### Task goal:
Scan the records for the string "lane"; copy each line where it occurs.

Collected data entries
# # # #

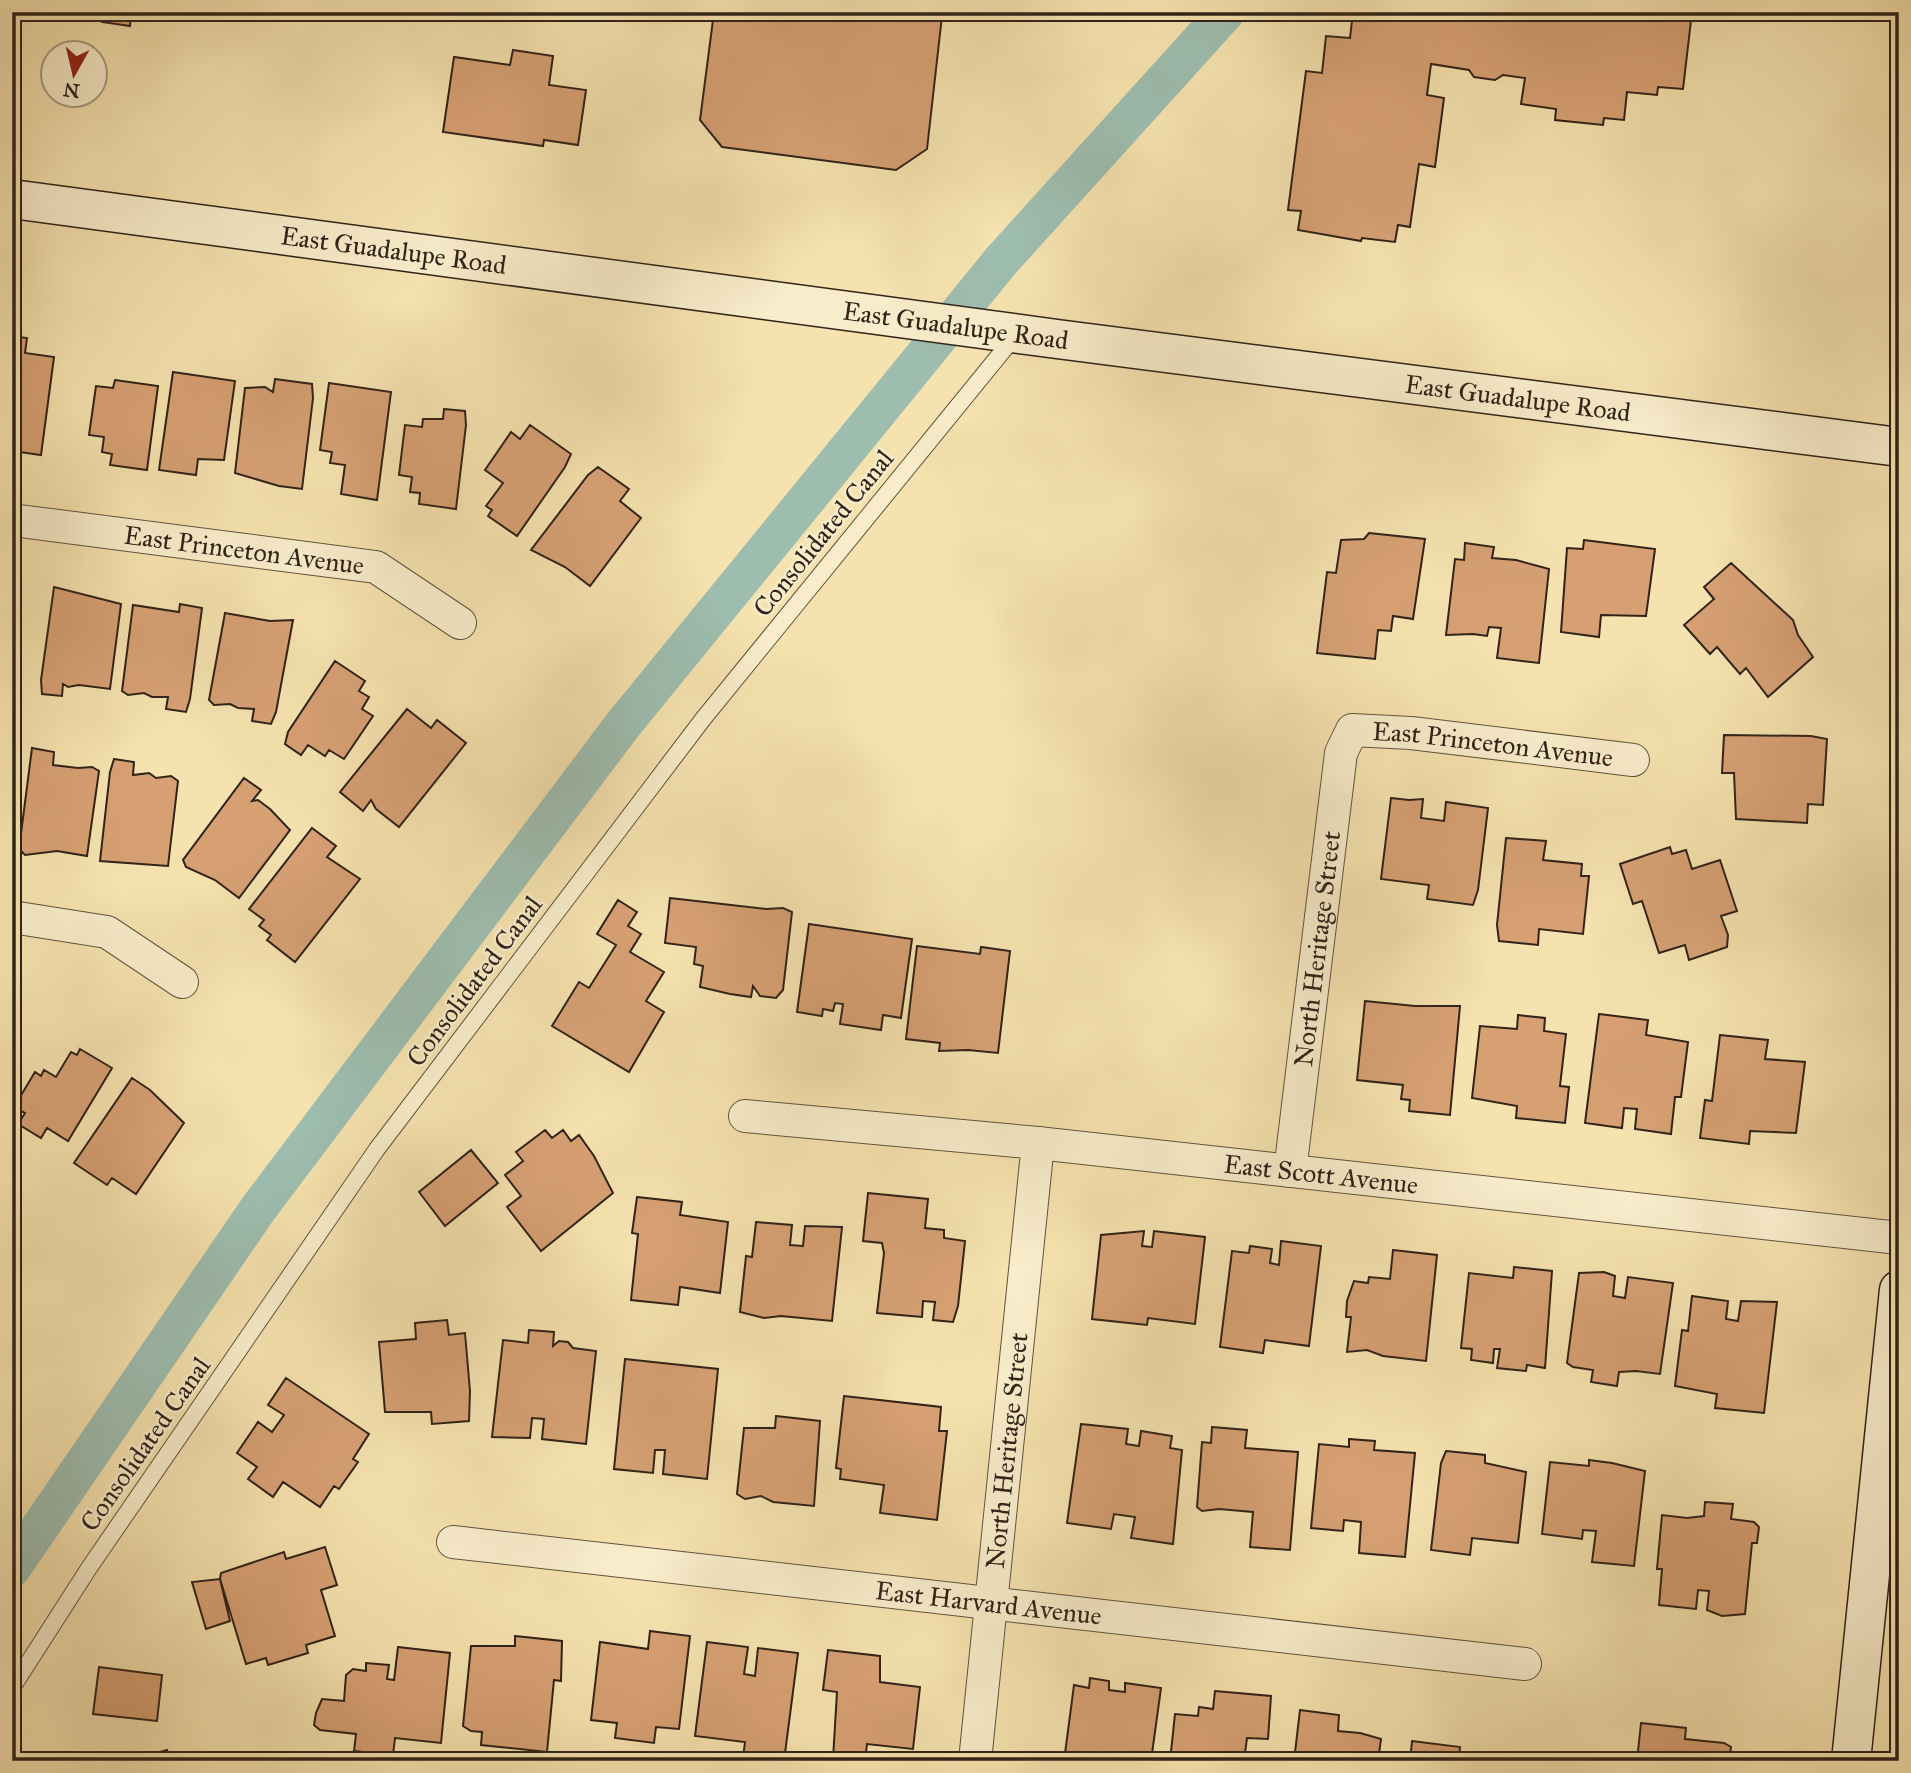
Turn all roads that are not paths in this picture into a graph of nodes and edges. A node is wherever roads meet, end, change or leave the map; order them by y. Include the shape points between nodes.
1 (12, 199) edge
2 (1009, 333) junction
3 (1899, 447) edge
4 (13, 528) edge
5 (460, 623) dead end
6 (1352, 730) joint
7 (1633, 760) dead end
8 (12, 917) edge
9 (182, 982) dead end
10 (744, 1116) dead end
11 (1038, 1143) junction
12 (1290, 1171) junction
13 (1899, 1238) edge
14 (1899, 1290) edge
15 (453, 1542) dead end
16 (991, 1603) junction
17 (1525, 1664) dead end
18 (12, 1688) edge
19 (975, 1761) edge
20 (1851, 1761) edge

1 - 2 main road, East Guadalupe Road
2 - 3 main road, East Guadalupe Road
2 - 18 lane, Consolidated Canal via 703,719 377,1149 97,1556
4 - 5 street, East Princeton Avenue via 376,567
6 - 7 street, East Princeton Avenue
6 - 12 street, North Heritage Street via 1341,752
8 - 9 street via 107,932
10 - 11 street, East Scott Avenue
11 - 12 street, East Scott Avenue
11 - 16 street, North Heritage Street
12 - 13 street, East Scott Avenue
14 - 20 main road
15 - 16 street, East Harvard Avenue
16 - 17 street, East Harvard Avenue
16 - 19 street, North Heritage Street

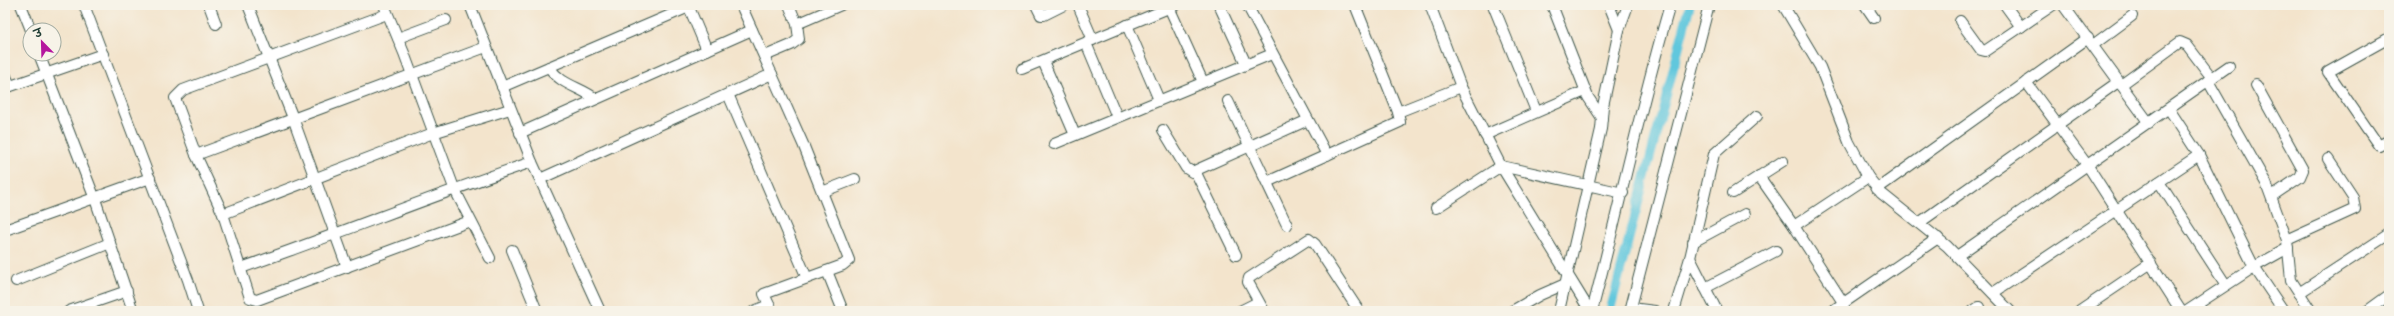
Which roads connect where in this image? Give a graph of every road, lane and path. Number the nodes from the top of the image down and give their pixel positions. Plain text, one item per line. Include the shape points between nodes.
1 (21, 5) edge
2 (84, 5) edge
3 (209, 5) edge
4 (248, 5) edge
5 (470, 5) edge
6 (741, 5) edge
7 (788, 5) edge
8 (841, 5) edge
9 (1036, 5) edge
10 (1064, 5) edge
11 (1078, 5) edge
12 (1219, 5) edge
13 (1247, 5) edge
14 (1355, 5) edge
15 (1430, 5) edge
16 (1493, 5) edge
17 (1552, 5) edge
18 (1609, 5) edge
19 (1628, 5) edge
20 (1670, 5) edge
21 (1709, 5) edge
22 (1783, 5) edge
23 (1865, 5) edge
24 (2005, 5) edge
25 (2053, 5) edge
26 (2063, 5) edge
27 (688, 6) edge
28 (1171, 6) edge
29 (385, 9) edge
30 (2132, 16) dead end
31 (1874, 18) dead end
32 (446, 20) dead end
33 (1960, 21) dead end
34 (28, 22) edge
35 (216, 24) dead end
36 (797, 24) junction
37 (1127, 25) junction
38 (2021, 27) junction
39 (752, 30) junction
40 (1619, 30) junction
41 (398, 38) junction
42 (2389, 38) edge
43 (1089, 41) junction
44 (2090, 42) junction
45 (486, 47) junction
46 (707, 50) junction
47 (103, 54) junction
48 (1272, 54) junction
49 (765, 56) junction
50 (268, 59) junction
51 (1043, 61) junction
52 (42, 62) edge
53 (1246, 64) junction
54 (549, 66) junction
55 (2229, 66) dead end
56 (1022, 69) dead end
57 (5, 74) edge
58 (47, 74) junction
59 (772, 74) junction
60 (412, 75) junction
61 (2210, 80) junction
62 (1203, 82) junction
63 (2026, 82) junction
64 (2120, 83) junction
65 (2256, 84) dead end
66 (7, 87) edge
67 (502, 87) junction
68 (1461, 87) junction
69 (1585, 90) junction
70 (728, 94) junction
71 (596, 99) junction
72 (1159, 100) junction
73 (1228, 101) dead end
74 (2169, 109) junction
75 (510, 110) junction
76 (1536, 111) junction
77 (1398, 112) junction
78 (1758, 116) dead end
79 (1118, 117) junction
80 (293, 118) junction
81 (1602, 118) junction
82 (1308, 120) junction
83 (2149, 123) junction
84 (2057, 125) junction
85 (1162, 130) dead end
86 (433, 133) junction
87 (520, 133) junction
88 (1076, 135) junction
89 (1485, 135) junction
90 (2389, 140) edge
91 (1054, 144) dead end
92 (1250, 147) junction
93 (196, 155) junction
94 (1327, 155) junction
95 (2199, 155) junction
96 (2328, 159) dead end
97 (1783, 161) dead end
98 (532, 162) junction
99 (1501, 166) junction
100 (2088, 166) junction
101 (1196, 171) junction
102 (1759, 176) junction
103 (1868, 177) junction
104 (150, 178) junction
105 (315, 179) junction
106 (540, 179) junction
107 (855, 179) dead end
108 (1267, 182) junction
109 (2159, 182) junction
110 (1587, 185) junction
111 (454, 188) junction
112 (1876, 189) junction
113 (822, 192) junction
114 (1623, 193) junction
115 (1733, 193) dead end
116 (2272, 196) junction
117 (95, 199) junction
118 (1436, 208) dead end
119 (2116, 211) junction
120 (223, 214) junction
121 (1745, 214) dead end
122 (470, 221) junction
123 (1919, 223) junction
124 (1287, 225) dead end
125 (1794, 226) junction
126 (5, 230) edge
127 (2389, 234) edge
128 (336, 235) junction
129 (1938, 238) junction
130 (1693, 242) junction
131 (110, 243) junction
132 (2287, 244) junction
133 (512, 250) dead end
134 (1776, 251) dead end
135 (1236, 255) dead end
136 (1957, 256) junction
137 (490, 258) dead end
138 (1690, 258) junction
139 (2151, 263) junction
140 (347, 267) junction
141 (2254, 267) junction
142 (241, 268) junction
143 (827, 271) junction
144 (807, 278) junction
145 (16, 280) dead end
146 (1566, 280) junction
147 (2226, 285) junction
148 (1705, 288) junction
149 (127, 291) junction
150 (1993, 293) junction
151 (2299, 293) junction
152 (2389, 295) edge
153 (1844, 304) junction
154 (1261, 307) edge
155 (770, 308) edge
156 (1630, 310) edge
157 (2283, 310) edge
158 (69, 311) edge
159 (133, 311) edge
160 (198, 311) edge
161 (537, 311) edge
162 (600, 311) edge
163 (754, 311) edge
164 (843, 311) edge
165 (1240, 311) edge
166 (1360, 311) edge
167 (1512, 311) edge
168 (1559, 311) edge
169 (1591, 311) edge
170 (1655, 311) edge
171 (1674, 311) edge
172 (1717, 311) edge
173 (1832, 311) edge
174 (2010, 311) edge
175 (2080, 311) edge
176 (2181, 311) edge
177 (2187, 311) edge
178 (2311, 311) edge
179 (2367, 311) edge

1 - 34 street
2 - 47 street
3 - 35 street
4 - 50 street
5 - 45 street
6 - 39 street
7 - 36 street
8 - 36 street
9 - 10 street via 1041,15
11 - 43 street
12 - 53 street
13 - 48 street
14 - 77 street
15 - 68 street
16 - 76 street
17 - 69 street
18 - 40 street
19 - 40 street
20 - 114 street via 1651,69
21 - 156 street
22 - 103 street via 1820,67 1849,142
23 - 31 street
24 - 38 street
25 - 38 street
26 - 44 street
27 - 46 street
27 - 54 street
28 - 37 street
28 - 62 street
29 - 41 street
29 - 50 street
30 - 44 street
32 - 41 street
33 - 38 street via 1981,50 1985,51
36 - 49 street via 799,33 796,42
37 - 43 street
37 - 72 street
39 - 46 street
39 - 49 street
40 - 81 street
41 - 60 street
42 - 90 street via 2328,72 2379,146
43 - 51 street
43 - 79 street
44 - 63 street
44 - 64 street
45 - 60 street
45 - 67 street
46 - 71 street
47 - 58 street
47 - 104 street
48 - 53 street
48 - 82 street
49 - 59 street
50 - 80 street
50 - 93 street via 183,90 175,98
51 - 56 street
51 - 88 street
52 - 58 street
53 - 62 street
54 - 67 street
54 - 71 street via 566,84 581,89
55 - 61 street
57 - 66 street
58 - 66 street
58 - 117 street
59 - 70 street
59 - 113 street
60 - 80 street
60 - 86 street
61 - 64 street via 2186,45 2180,42
61 - 74 street
61 - 116 street
62 - 72 street
63 - 84 street
63 - 112 street
64 - 83 street
64 - 84 street
65 - 116 street via 2303,170 2300,177
67 - 75 street
68 - 77 street
68 - 89 street
69 - 76 street
69 - 81 street
70 - 106 street
70 - 144 street
71 - 87 street
72 - 79 street
73 - 92 street
74 - 83 street
74 - 95 street
75 - 86 street
75 - 87 street
76 - 89 street
77 - 94 street via 1400,122 1397,124
78 - 130 street via 1714,154
79 - 88 street
80 - 93 street
80 - 105 street
81 - 110 street
82 - 92 street
82 - 94 street
83 - 100 street
84 - 100 street
84 - 123 street
85 - 101 street via 1186,168 1192,172
86 - 105 street
86 - 111 street
87 - 98 street
88 - 91 street
89 - 99 street
92 - 101 street
92 - 108 street
93 - 120 street
94 - 108 street
95 - 109 street
95 - 141 street
96 - 132 street via 2353,197 2355,209
97 - 102 street
98 - 106 street
98 - 111 street
99 - 110 street
99 - 118 street
99 - 146 street
100 - 119 street
100 - 136 street
101 - 135 street
102 - 115 street
102 - 125 street
103 - 112 street
103 - 125 street
104 - 117 street
104 - 160 street
105 - 120 street
105 - 128 street
106 - 162 street
107 - 113 street
108 - 124 street
109 - 119 street
109 - 147 street
110 - 114 street
110 - 146 street
111 - 122 street
111 - 128 street
112 - 123 street
113 - 143 street via 849,260 847,264
114 - 169 street
116 - 132 street
117 - 126 street
117 - 131 street
119 - 139 street
119 - 150 street
120 - 142 street
121 - 130 street
122 - 137 street
122 - 140 street
123 - 129 street
125 - 153 street
127 - 151 street
128 - 140 street
128 - 142 street
129 - 136 street
129 - 153 street
130 - 138 street
131 - 145 street
131 - 149 street
132 - 141 street
132 - 151 street via 2289,274
133 - 161 street
134 - 148 street
136 - 150 street
138 - 148 street
138 - 171 street
139 - 175 street
139 - 176 street
140 - 142 street via 254,301 250,298
141 - 147 street
141 - 157 street
143 - 144 street
143 - 164 street
144 - 155 street via 764,294
146 - 167 street
146 - 168 street
146 - 169 street
147 - 177 street
148 - 172 street
149 - 158 street
149 - 159 street
150 - 174 street
151 - 178 street
152 - 179 street
153 - 173 street
154 - 165 street
154 - 166 street via 1248,282 1249,278 1309,239 1315,244
155 - 163 street
156 - 170 street

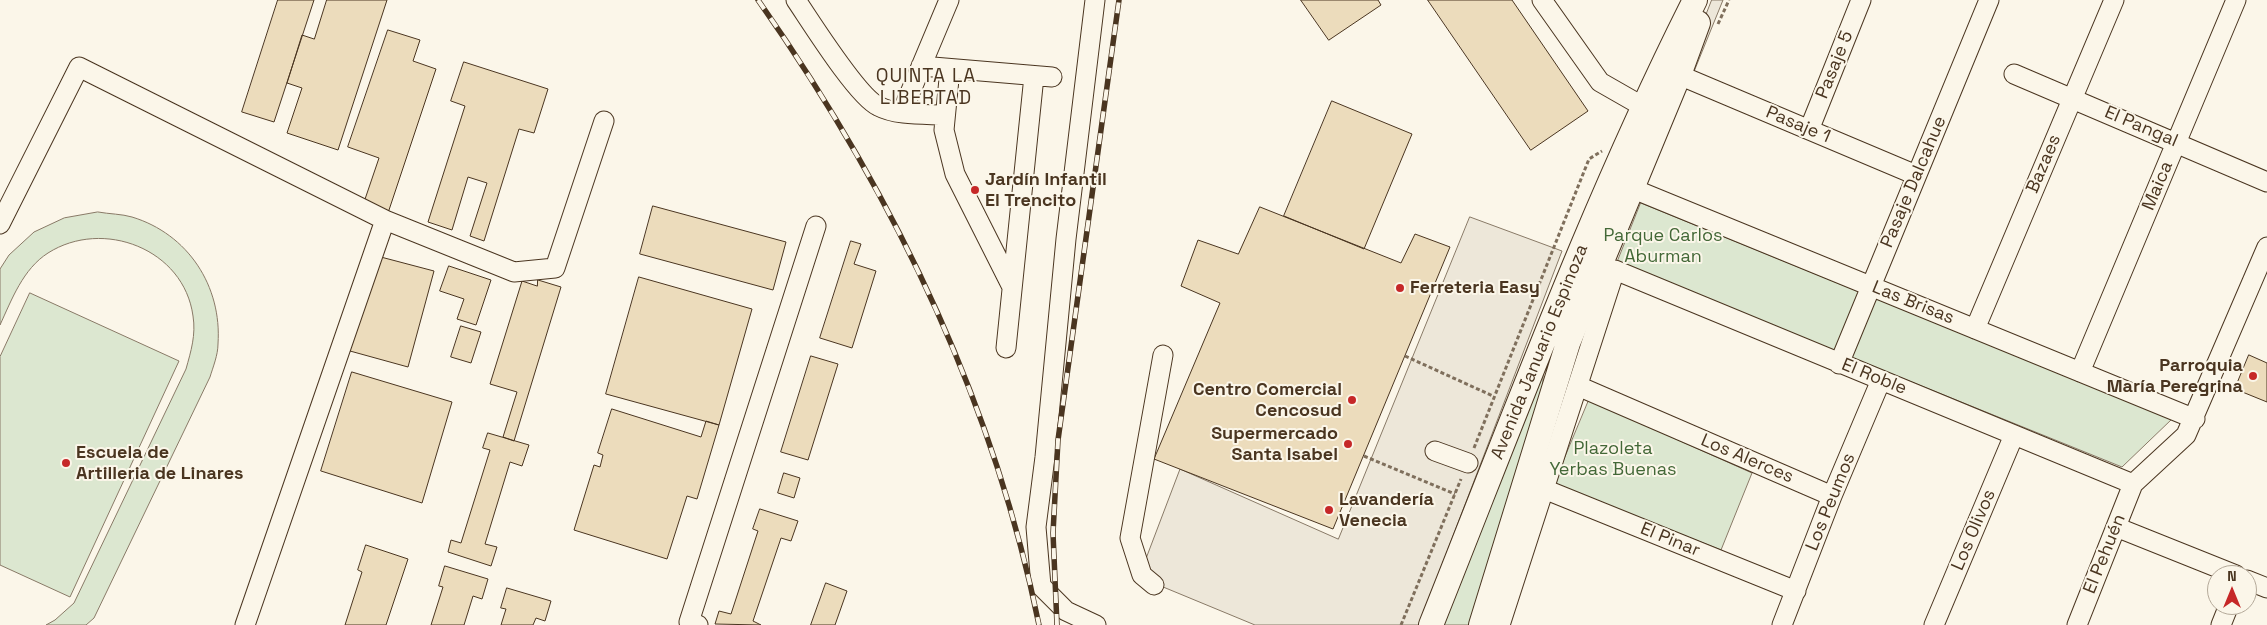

# # # #

### Written answer:
2 - 18 lane, Consolidated Canal via 703,719 377,1149 97,1556
Which roads connect where in this image? Give a graph of every road, lane and path. Number the nodes from the top of the image down and give their pixel positions. Plain text, one item per line. Include the shape points between nodes.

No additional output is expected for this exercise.